Sambil menunggu giliran ban di tambal, aku melihat sekeliling dan sesekali lihat Ia yang sedang menambal ban motor. Tiba-tiba bapak tukang tambal ban itu berjalan masuk ke dalam rumah. Sebelumnya aku tidak melihat sesuatu yang berbeda pada dirinya. Betapa terkejutnya aku karena melihat bapak itu, berjalan tidak menggunakan kakinya secara wajar. Hal itu karena musibah yang menimpanya. Saat berjalan ia harus dibantu dengan kedua tangannya.
            Seketika itu, aku berucap dalam hati betapa beruntungnya diriku bila dibandingkan dengan bapak tukang tambal ban. Melihat keterbatasan fisik yang Ia derita, tidak membuatnya pasrah dalammenjalani kehidupan. Hal ini membuat aku lebih bersyukur lagi, karena aku diberi kesempurnaan fisik. Masalah yang aku alami saat ini tidak seberapa dibandingkan dengan derita seorang bapak yang harus berjuang menghidupi diri dan keluarganya dengan keterbatasan fisik.
            Bapak itu tidak mengeluh dan banyak tersenyum dengan keterbatasannya. Ia mau menerima tambal ban motorku meskipun tingkat kesulitannya lebih tinggi dibandingkan dengan motor lainnya.  Ia juga tidak menolak menambal ban motorku walau hari sudah malam. Kebaikan hati yang Ia miliki tidak akan aku lupakan. Senyum yang aku lihat saat itu, membuatku terbawa emosi.
Aku terharu, air mata pun menetes tidak terbendung lagi. Segera aku usap, tiba-tiba Ia minta aku untuk beli ban dalam yang baru.Karena ban dalam yang lama sudah tidak layak pakai. Bapak itu kasihan kalau aku nanti harus dorong lagi selepas dari tempat itu.  Akhirnya aku segera beli di toko seberang jalan, toko yang ditunjukkannya.

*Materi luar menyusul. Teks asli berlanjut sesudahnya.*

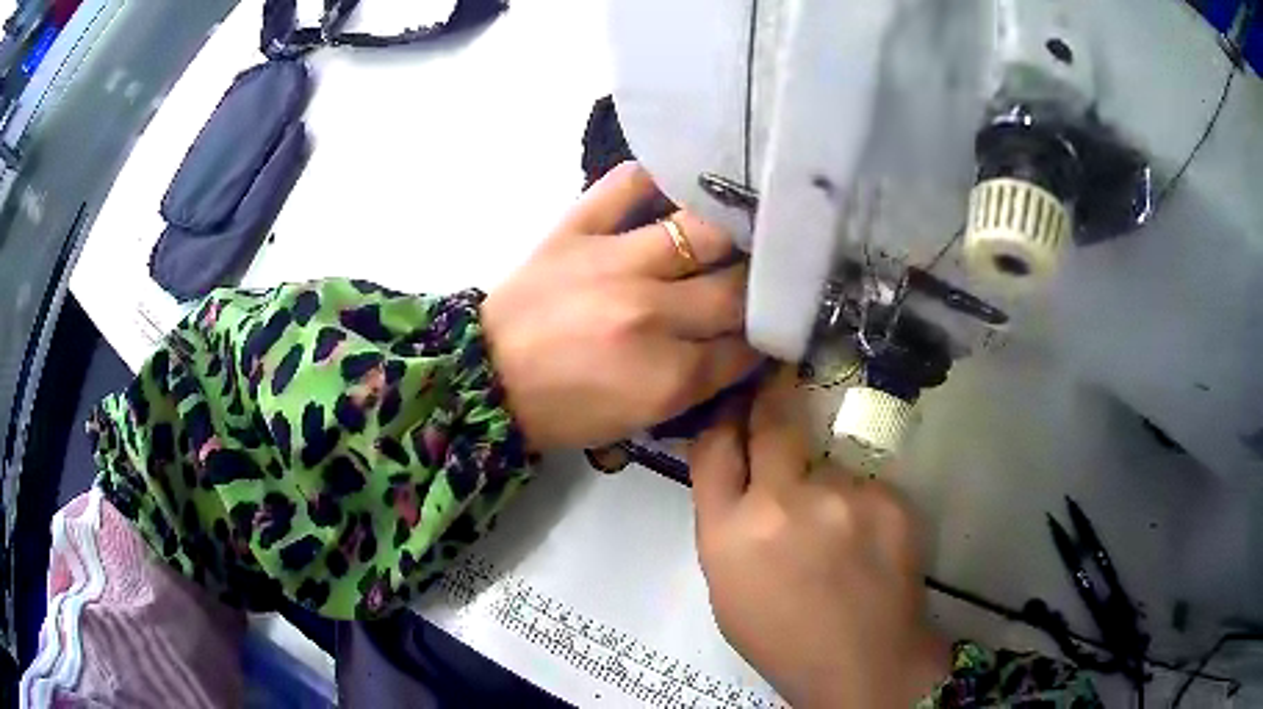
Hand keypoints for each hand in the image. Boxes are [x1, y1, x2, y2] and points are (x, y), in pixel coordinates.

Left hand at [482, 162, 760, 450]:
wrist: (485, 379)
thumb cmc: (563, 409)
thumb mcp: (641, 418)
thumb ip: (700, 382)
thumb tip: (745, 342)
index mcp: (665, 376)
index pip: (745, 346)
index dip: (768, 336)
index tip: (775, 324)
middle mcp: (649, 312)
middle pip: (736, 288)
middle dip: (762, 287)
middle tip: (768, 278)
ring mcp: (612, 261)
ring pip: (703, 230)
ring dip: (732, 231)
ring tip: (744, 228)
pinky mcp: (576, 228)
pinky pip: (628, 183)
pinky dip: (659, 177)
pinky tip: (682, 182)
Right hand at [689, 369, 948, 707]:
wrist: (862, 662)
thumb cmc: (782, 636)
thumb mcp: (727, 586)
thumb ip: (727, 523)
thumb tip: (739, 471)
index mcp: (730, 532)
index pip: (714, 447)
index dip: (724, 418)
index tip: (735, 400)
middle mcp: (784, 502)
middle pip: (773, 422)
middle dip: (772, 399)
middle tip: (780, 383)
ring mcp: (844, 496)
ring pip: (828, 464)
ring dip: (825, 482)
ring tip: (838, 531)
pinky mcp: (890, 499)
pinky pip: (865, 486)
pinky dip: (860, 506)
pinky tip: (866, 543)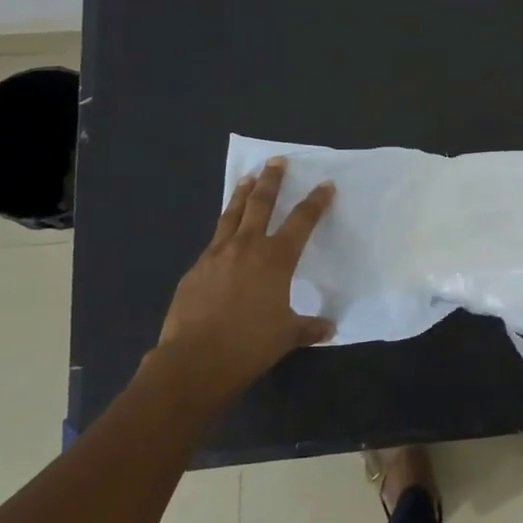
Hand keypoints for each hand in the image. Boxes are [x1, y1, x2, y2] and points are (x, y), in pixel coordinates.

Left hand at [145, 157, 335, 408]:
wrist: (194, 361)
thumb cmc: (249, 346)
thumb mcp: (287, 337)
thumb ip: (309, 327)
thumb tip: (329, 329)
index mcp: (276, 259)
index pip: (301, 221)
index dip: (316, 201)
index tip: (325, 185)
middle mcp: (247, 247)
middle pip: (261, 203)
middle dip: (272, 180)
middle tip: (277, 161)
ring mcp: (217, 255)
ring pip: (231, 215)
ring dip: (241, 194)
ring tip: (247, 177)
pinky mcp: (195, 270)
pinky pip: (214, 241)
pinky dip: (223, 230)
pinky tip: (225, 235)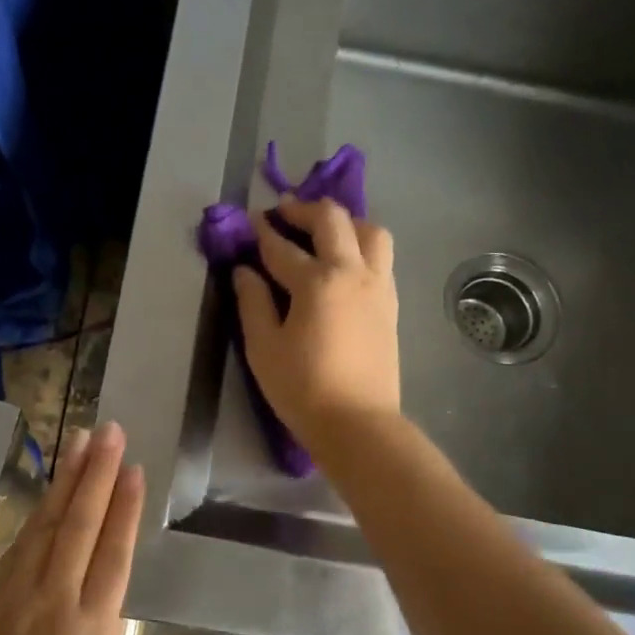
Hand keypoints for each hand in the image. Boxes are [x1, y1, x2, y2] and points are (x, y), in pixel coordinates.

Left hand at [0, 423, 196, 634]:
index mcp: (93, 630)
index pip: (114, 553)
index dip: (125, 506)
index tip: (133, 467)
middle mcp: (58, 597)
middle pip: (81, 523)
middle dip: (97, 472)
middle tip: (108, 429)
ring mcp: (19, 589)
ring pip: (49, 522)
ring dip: (68, 479)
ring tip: (80, 440)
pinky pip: (21, 541)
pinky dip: (39, 511)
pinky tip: (48, 492)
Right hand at [234, 197, 400, 448]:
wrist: (358, 424)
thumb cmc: (302, 388)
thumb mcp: (263, 347)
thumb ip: (252, 302)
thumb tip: (244, 271)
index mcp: (317, 282)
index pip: (282, 247)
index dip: (261, 232)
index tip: (247, 221)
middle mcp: (353, 272)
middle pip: (333, 221)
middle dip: (304, 210)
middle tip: (283, 211)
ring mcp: (378, 286)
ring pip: (371, 232)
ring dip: (345, 222)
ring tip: (324, 231)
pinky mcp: (390, 303)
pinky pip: (381, 257)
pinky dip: (362, 245)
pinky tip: (345, 262)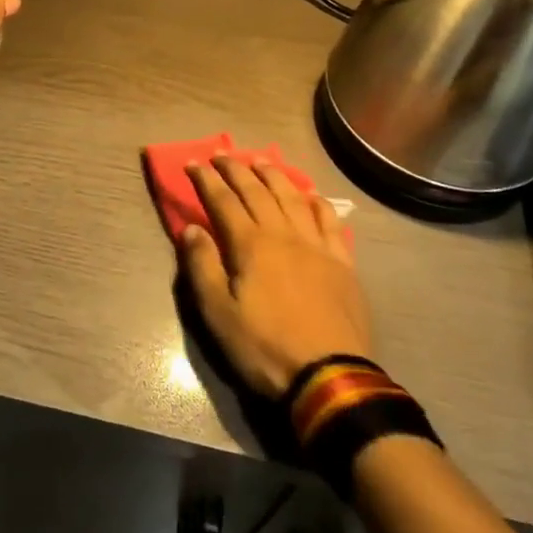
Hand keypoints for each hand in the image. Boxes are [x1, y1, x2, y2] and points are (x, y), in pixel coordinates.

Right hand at [177, 157, 372, 398]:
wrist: (330, 378)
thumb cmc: (265, 347)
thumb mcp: (218, 314)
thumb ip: (202, 267)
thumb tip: (191, 229)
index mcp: (250, 245)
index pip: (223, 201)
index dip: (206, 180)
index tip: (192, 162)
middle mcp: (283, 235)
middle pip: (257, 191)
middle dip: (236, 169)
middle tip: (221, 154)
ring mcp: (316, 246)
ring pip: (293, 197)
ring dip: (274, 175)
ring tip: (260, 161)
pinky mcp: (342, 263)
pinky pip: (329, 222)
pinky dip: (317, 203)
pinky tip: (311, 195)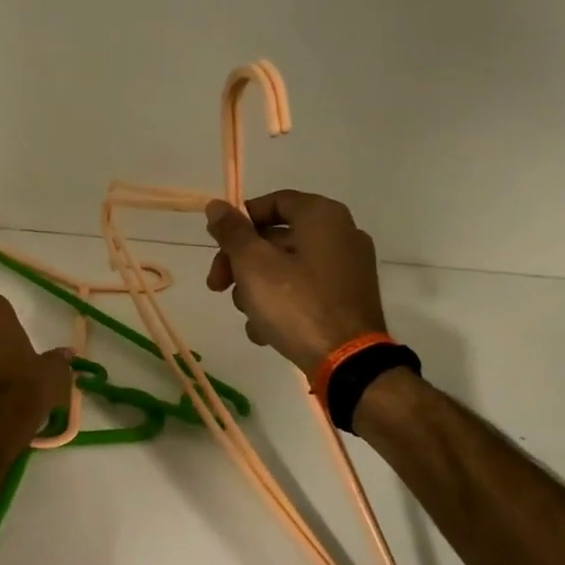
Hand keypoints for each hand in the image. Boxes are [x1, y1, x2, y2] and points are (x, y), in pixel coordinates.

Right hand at [204, 191, 388, 375]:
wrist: (347, 362)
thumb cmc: (296, 304)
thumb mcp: (253, 265)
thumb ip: (232, 232)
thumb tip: (216, 205)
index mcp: (322, 216)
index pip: (272, 202)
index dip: (239, 221)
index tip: (217, 245)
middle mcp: (342, 234)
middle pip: (276, 238)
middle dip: (241, 263)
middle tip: (217, 286)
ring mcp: (348, 268)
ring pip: (287, 267)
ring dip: (257, 289)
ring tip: (248, 316)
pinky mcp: (348, 298)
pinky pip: (306, 289)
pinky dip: (283, 303)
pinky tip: (265, 331)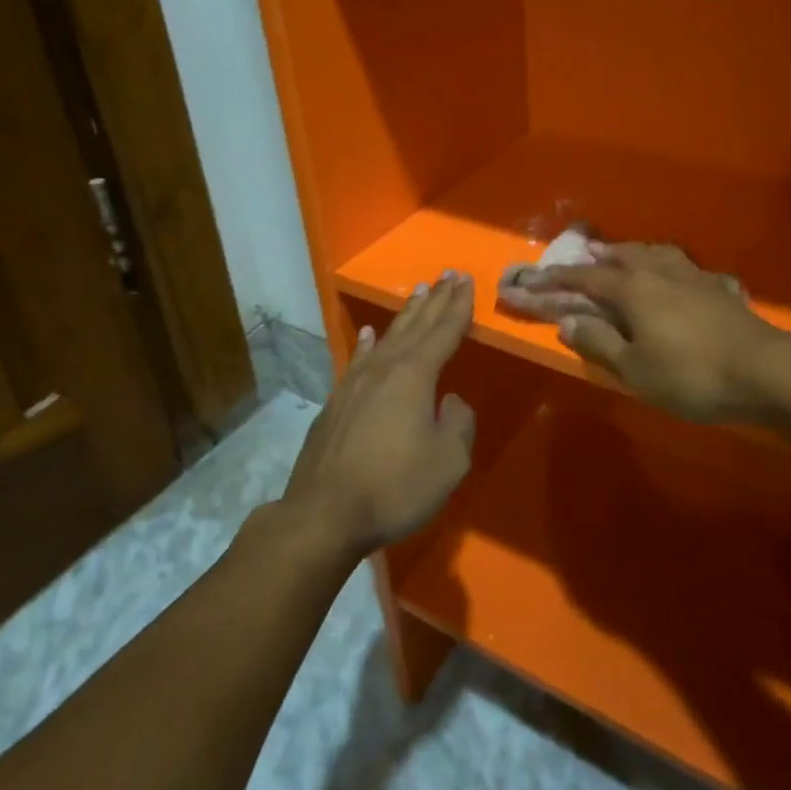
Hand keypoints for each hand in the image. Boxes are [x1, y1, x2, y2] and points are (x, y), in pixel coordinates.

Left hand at [280, 272, 476, 556]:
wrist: (323, 515)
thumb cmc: (395, 487)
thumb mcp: (448, 462)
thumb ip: (458, 424)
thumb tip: (450, 402)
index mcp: (415, 375)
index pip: (444, 331)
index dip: (458, 306)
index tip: (466, 280)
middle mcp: (385, 368)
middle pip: (416, 325)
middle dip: (435, 300)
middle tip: (448, 274)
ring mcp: (355, 383)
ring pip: (386, 337)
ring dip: (406, 314)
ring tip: (418, 292)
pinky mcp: (335, 403)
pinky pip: (357, 360)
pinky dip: (366, 344)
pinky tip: (367, 334)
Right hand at [529, 243, 790, 422]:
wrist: (764, 370)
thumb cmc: (691, 373)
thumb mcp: (635, 368)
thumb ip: (600, 342)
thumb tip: (567, 321)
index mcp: (634, 288)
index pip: (588, 277)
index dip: (560, 277)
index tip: (537, 276)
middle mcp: (661, 272)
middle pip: (625, 255)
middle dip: (602, 255)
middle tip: (587, 254)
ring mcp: (695, 277)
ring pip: (658, 254)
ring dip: (637, 252)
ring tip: (628, 254)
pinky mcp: (720, 289)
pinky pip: (687, 268)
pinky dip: (672, 267)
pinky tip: (680, 275)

            Setelah dapat, segera aku berikan bannya. Dengan cekatan bapak itu melepas bagian demi bagian motor dan mengganti bannya. Sesekali mengambil peralatan yang ada di dalam rumah. Semangat yang Ia miliki terlihat jelas pada saat Ia mengganti ban. Kami juga larut dalam obrolan, banyak sekali pengalaman yang Ia ceritakan.Menambah rasa kagumku padanya.Ia hidup dengan istri dan tiga anaknya. Ia membuka tambal ban dan reparasi sepeda untuk mencukupi kebutuhan hidup keluarga.
Walaupun hari sudah menunjukkan pukul 9 malam, bapak masih menerima reparasi sepeda dan tambal ban motor.Akhirnya selesai juga motorku. Terima kasih aku ucapkan kepadanyadan segera membayar ongkos perbaikannya. Aku pun berpamitan.
Banyak hal yang sering kita lupakan, rasa syukur terhadap semua yang kita miliki sekarang. Rasa syukur atas karunia yang diberikan Tuhan kepada kita setiap harinya. Apabila kita diberikan cobaan atau musibah baru ingat kepadaNya. Mungkin kita masih beruntung dibandingkan dengan orang lain. Semoga kita selalu diingatkan dan tidak lupa untuk selalu bersyukur. Bersyukur dan bersyukur terlepas apapun kondisi kita.